Community associations may be affected by individuals with hoarding disorder in a variety of ways. The most basic is simply the accumulation of clutter in common elements outside of units. More serious are fire hazards, health concerns, structural support issues and damage to building components. Although an Association has obligations to maintain the property and protect the safety of its occupants, a volunteer Board and its management are placed in a difficult position where those obligations impact individual privacy and mental health issues.

Because of the nature of the issue, the Board and its management may not become aware of the issue until it has evolved into a problem. In some cases, once a unit is full, the accumulation of clutter may spill out onto balconies, decks or common elements. This is typically dealt with in a common fashion, including violation letters and/or fines relating to aesthetic concerns or misuse of common elements. This may only be the beginning of a far more complicated problem, which may include cleaning the unit (often through a biohazard cleanup company), documentation and removal of items, storage costs, and in some cases fines and assessments for costs attributable to the unit.

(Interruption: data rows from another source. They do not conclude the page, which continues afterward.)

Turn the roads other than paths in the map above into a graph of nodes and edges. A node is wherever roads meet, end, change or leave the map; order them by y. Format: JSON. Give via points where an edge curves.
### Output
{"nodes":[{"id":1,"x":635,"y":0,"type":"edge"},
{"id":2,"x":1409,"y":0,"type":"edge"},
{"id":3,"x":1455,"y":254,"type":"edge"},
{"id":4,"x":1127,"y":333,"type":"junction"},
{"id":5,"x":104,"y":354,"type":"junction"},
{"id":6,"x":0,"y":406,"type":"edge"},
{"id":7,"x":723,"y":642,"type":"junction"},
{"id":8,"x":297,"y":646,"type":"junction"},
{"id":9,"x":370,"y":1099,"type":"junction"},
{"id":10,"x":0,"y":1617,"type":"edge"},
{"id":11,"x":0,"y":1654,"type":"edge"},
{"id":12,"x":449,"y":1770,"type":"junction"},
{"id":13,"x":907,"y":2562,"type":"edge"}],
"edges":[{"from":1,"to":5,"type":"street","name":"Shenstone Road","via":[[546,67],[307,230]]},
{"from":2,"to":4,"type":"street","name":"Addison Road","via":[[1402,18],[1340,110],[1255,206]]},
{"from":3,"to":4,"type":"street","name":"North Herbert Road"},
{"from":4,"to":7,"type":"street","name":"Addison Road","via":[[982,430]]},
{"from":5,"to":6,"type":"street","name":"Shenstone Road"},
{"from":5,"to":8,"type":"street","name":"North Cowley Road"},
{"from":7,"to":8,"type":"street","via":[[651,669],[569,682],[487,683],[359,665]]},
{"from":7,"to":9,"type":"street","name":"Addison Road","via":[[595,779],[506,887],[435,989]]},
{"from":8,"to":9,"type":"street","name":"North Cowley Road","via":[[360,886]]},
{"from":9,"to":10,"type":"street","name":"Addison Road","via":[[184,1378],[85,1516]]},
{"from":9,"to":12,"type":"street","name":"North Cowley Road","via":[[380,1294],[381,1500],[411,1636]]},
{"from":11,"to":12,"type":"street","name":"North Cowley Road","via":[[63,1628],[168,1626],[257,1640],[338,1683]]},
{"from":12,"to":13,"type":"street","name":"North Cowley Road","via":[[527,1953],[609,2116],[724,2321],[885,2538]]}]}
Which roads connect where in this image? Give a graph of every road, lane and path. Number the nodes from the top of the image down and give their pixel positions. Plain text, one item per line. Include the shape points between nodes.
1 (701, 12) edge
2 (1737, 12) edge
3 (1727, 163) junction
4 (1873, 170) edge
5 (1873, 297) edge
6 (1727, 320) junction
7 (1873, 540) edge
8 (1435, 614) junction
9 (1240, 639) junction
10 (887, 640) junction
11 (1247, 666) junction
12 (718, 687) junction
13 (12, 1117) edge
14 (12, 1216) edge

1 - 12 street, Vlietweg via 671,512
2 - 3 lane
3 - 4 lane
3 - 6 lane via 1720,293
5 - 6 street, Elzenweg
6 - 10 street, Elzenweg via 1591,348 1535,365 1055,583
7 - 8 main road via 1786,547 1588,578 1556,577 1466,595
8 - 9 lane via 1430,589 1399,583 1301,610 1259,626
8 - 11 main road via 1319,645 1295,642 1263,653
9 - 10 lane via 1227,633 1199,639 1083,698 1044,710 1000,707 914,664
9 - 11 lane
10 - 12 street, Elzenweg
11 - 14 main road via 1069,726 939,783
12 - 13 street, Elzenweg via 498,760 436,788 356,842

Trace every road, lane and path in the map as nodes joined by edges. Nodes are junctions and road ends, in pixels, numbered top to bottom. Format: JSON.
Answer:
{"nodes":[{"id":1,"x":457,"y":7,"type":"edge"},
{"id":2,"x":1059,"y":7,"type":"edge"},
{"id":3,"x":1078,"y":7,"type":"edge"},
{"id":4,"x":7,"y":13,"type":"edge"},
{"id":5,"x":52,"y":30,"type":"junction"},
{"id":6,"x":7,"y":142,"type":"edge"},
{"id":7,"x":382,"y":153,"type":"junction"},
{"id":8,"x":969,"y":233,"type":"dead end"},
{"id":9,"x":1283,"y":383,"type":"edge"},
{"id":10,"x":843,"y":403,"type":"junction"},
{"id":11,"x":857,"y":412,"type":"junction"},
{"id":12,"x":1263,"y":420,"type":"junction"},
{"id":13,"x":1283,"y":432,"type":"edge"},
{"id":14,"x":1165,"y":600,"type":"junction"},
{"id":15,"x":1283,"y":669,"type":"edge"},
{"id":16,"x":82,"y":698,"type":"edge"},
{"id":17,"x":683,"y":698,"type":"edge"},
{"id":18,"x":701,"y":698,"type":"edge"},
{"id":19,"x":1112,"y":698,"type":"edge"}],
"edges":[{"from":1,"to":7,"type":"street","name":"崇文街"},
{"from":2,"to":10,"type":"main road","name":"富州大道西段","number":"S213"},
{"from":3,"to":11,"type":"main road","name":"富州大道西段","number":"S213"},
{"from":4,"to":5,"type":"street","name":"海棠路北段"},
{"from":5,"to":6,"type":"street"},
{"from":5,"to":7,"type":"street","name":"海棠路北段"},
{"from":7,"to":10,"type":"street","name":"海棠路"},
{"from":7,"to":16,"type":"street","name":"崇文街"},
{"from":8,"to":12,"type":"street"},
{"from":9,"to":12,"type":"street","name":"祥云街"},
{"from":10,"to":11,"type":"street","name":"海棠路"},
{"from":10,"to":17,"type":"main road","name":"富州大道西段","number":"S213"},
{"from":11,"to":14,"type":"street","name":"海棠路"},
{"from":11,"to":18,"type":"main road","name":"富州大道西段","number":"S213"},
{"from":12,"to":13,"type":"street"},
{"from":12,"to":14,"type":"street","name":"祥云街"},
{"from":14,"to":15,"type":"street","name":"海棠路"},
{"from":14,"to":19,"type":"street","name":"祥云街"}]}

If the Association discovers that an occupant is hoarding in a unit, it triggers concerns with health, fire and structural issues, as well as legal issues relating to enforcement. The first step is to try to evaluate the potential problem. Most Associations can request a unit inspection under their governing documents, and the Condominium Act provides for access through units for the purpose of maintenance, repair and replacement of common elements (see RCW 64.34.328). Typically, governing documents require an owner to maintain their unit in a safe and sanitary condition, so the Association can attempt to enforce these provisions. Associations may wish to consult with counsel to review their governing documents and adopt rules to clarify the obligations for unit maintenance, unit inspection and cleaning.

Additional resources include fire departments, which may inspect for fire hazards, and police which will in some cases, perform wellness checks if there is a health concern. Non-profit organizations may also be a valuable resource, as they can assist in trying to provide mental health services, evaluations and guidance. Locally, the King/Pierce County Hoarding Task Force includes members from numerous governmental, non-profit and private agencies.

The approach to each case will depend on the willingness of the occupant to communicate and cooperate with the Board, the severity of the problem, and the health or safety issues created. In all cases, however, the Association should fully document its efforts, consult with community association counsel, and work within its governing documents to try to address the issue.

Why Review Your Governing Documents?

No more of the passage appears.